Recently Read: “All the Light We Cannot See” by Anthony Doerr
Some people do not believe in New Year’s Resolutions. Some people also do not believe in Santa Claus or eating after 6 p.m. and I say boo on both of those things.
I happen to believe in New Year’s Resolutions. I make them every year and I rarely break them, because I make resolutions that I can actually keep. If that’s cheating then oh well, I guess I’m a New Year’s Resolutions cheater.
This year I’m planning to read 52 books. I couldn’t believe it’s been three years since I kicked off the year I read 100 books, and I’m not quite ready to take on a challenge of that intensity for this year, so I’ll stick with one that will stretch me but not completely overwhelm me. One book per week it is.
The first book of 2016 is a book I actually started last fall. Then I got busy at work, then we bought a house, and moved, and got a puppy, and did some semi-adulting by hosting Thanksgiving in our new house, and December basically consisted of treading water, and I read almost nothing, except for, you know, nutrition facts and washing instruction tags on the insides of clothing. I ignored all of these, so I am now morbidly obese and all of my clothes are either bleached or stained pink.
Kidding. But not kidding about the reading part. It was a dry spell, and All the Light We Cannot See was a gorgeous way to ring in the new year.
Here’s what it’s about:
Marie Laure lives with her father in Paris within walking distance of the Museum of Natural History where he works as the master of the locks. When she is six, she goes blind, and her father builds her a model of their neighborhood, every house, every manhole, so she can memorize it with her fingers and navigate the real streets with her feet and cane. When the Germans occupy Paris in June of 1940, father and daughter flee to Saint-Malo on the Brittany coast, where Marie-Laure’s agoraphobic great uncle lives in a tall, narrow house by the sea wall.
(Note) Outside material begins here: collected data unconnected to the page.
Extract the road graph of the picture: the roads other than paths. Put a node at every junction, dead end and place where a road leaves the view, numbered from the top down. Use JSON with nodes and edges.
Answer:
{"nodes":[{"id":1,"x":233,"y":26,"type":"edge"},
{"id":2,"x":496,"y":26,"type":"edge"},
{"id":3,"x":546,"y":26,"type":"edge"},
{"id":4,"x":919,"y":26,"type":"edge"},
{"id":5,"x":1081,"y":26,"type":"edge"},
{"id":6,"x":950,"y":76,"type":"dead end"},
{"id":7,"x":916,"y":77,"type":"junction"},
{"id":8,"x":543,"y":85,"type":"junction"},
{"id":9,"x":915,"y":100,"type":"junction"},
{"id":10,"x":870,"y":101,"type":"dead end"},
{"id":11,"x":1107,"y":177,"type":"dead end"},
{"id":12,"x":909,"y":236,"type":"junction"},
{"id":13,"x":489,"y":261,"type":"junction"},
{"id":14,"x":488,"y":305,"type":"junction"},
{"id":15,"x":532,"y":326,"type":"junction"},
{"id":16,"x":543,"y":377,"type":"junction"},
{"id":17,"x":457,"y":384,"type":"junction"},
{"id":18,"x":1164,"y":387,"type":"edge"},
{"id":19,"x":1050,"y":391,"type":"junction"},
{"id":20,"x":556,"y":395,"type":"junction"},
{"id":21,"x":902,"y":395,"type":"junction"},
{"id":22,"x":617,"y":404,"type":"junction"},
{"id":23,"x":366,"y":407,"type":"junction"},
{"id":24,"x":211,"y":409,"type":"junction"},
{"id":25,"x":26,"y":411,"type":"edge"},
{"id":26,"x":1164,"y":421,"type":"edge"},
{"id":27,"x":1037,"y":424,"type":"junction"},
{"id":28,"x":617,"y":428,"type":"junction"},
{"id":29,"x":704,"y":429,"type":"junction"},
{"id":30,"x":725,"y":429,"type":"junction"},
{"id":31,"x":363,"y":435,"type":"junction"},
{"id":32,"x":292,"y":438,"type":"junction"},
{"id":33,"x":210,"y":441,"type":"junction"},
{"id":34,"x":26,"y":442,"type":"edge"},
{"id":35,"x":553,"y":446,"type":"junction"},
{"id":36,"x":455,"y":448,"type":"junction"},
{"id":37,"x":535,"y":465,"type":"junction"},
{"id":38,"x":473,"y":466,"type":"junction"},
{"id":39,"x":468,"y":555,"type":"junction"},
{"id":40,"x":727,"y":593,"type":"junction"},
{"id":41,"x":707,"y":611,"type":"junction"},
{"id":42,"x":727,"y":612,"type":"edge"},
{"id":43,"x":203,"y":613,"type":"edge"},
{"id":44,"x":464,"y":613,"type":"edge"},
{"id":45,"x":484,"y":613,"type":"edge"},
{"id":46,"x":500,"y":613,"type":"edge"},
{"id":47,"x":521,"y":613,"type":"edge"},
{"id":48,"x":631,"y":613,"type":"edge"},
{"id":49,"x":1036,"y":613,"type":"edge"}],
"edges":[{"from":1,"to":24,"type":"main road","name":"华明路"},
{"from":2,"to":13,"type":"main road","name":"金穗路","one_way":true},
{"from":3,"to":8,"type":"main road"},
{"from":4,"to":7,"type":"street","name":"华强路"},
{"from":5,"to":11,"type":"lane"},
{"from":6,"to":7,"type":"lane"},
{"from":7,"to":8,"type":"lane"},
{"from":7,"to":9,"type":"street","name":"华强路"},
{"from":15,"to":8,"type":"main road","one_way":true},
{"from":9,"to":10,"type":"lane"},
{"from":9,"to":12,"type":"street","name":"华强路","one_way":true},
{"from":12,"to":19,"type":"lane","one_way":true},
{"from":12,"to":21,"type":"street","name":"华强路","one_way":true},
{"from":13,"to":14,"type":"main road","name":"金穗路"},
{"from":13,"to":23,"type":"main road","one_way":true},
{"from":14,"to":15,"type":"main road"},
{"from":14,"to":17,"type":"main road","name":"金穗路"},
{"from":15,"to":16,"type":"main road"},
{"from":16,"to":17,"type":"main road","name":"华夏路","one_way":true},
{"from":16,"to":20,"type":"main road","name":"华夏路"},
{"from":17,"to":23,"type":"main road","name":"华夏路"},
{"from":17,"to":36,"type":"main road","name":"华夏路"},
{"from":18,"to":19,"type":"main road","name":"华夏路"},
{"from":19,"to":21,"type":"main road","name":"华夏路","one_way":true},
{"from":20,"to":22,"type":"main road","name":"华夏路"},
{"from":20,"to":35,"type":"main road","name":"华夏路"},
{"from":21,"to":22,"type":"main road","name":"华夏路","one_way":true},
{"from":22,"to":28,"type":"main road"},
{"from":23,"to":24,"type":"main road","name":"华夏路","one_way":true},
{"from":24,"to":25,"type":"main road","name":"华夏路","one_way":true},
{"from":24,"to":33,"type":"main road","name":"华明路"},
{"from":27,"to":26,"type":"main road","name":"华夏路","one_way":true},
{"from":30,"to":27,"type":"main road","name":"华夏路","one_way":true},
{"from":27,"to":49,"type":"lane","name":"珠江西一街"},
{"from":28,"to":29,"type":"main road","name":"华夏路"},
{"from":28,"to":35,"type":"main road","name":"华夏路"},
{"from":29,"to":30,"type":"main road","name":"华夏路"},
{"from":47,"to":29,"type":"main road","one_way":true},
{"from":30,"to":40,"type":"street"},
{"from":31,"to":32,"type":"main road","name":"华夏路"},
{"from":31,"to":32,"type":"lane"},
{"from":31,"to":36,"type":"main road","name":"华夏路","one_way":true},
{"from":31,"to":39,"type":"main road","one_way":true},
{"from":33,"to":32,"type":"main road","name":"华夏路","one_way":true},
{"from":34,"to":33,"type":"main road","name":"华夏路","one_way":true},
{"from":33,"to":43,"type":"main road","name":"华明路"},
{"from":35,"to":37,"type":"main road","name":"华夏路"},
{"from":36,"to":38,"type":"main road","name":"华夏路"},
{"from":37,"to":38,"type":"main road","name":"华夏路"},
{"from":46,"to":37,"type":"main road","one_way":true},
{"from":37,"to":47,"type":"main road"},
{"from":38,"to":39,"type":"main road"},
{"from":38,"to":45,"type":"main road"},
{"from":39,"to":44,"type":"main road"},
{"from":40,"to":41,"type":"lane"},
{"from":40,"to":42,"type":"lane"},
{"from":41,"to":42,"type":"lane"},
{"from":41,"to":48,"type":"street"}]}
In another world in Germany, an orphan boy, Werner, grows up with his younger sister, Jutta, both enchanted by a crude radio Werner finds. He becomes a master at building and fixing radios, a talent that wins him a place at an elite and brutal military academy and, ultimately, makes him a highly specialized tracker of the Resistance. Werner travels through the heart of Hitler Youth to the far-flung outskirts of Russia, and finally into Saint-Malo, where his path converges with Marie-Laure’s.
(from Anthony Doerr’s website)
Lovely, sad, and lyrical, this book made me feel like my heart was being whittled tenderly out of my chest. Some reviews said the book moved too slowly for them—not enough action and certainly not enough payoff—but the book switches between points of view in short intervals, which kept the pace from lagging, and the language kept me engaged.
And the payoff? The payoff for me came a full day after I had already finished the book, as I was walking around my house, engaged in some mundane task—laundry, or tossing out bunny poop, or taking dishes out of the dishwasher to put them away—and it hit me. It was one of those moments where you stand upright and look to the side and mentally smack yourself in the forehead.
The whole time I was reading the book I kept thinking what gorgeous connections Doerr was drawing between his characters, what beautiful observations he was making about light and darkness as they related to a blind girl and a radio-repairing prodigy. Marie-Laure had known about darkness since she lost her sight as a little girl, and Werner was learning all about the scientific properties of light waves and how we are physically able to see. The title made sense in these parallel stories, but in a way I wouldn’t have thought of myself.
But a Pulitzer Prize-winning novel cannot be merely clever; it has to move you, make you think, reveal meaning to you. Sometimes the light we cannot see is the light of human goodness in a dark world. That was the beauty of Doerr’s novel: the subtle revelation of those moments, however fleeting, that make life worthwhile in a time when so many souls were lost or destroyed.
Slow but satisfying, All the Light We Cannot See is certainly deserving of its many accolades.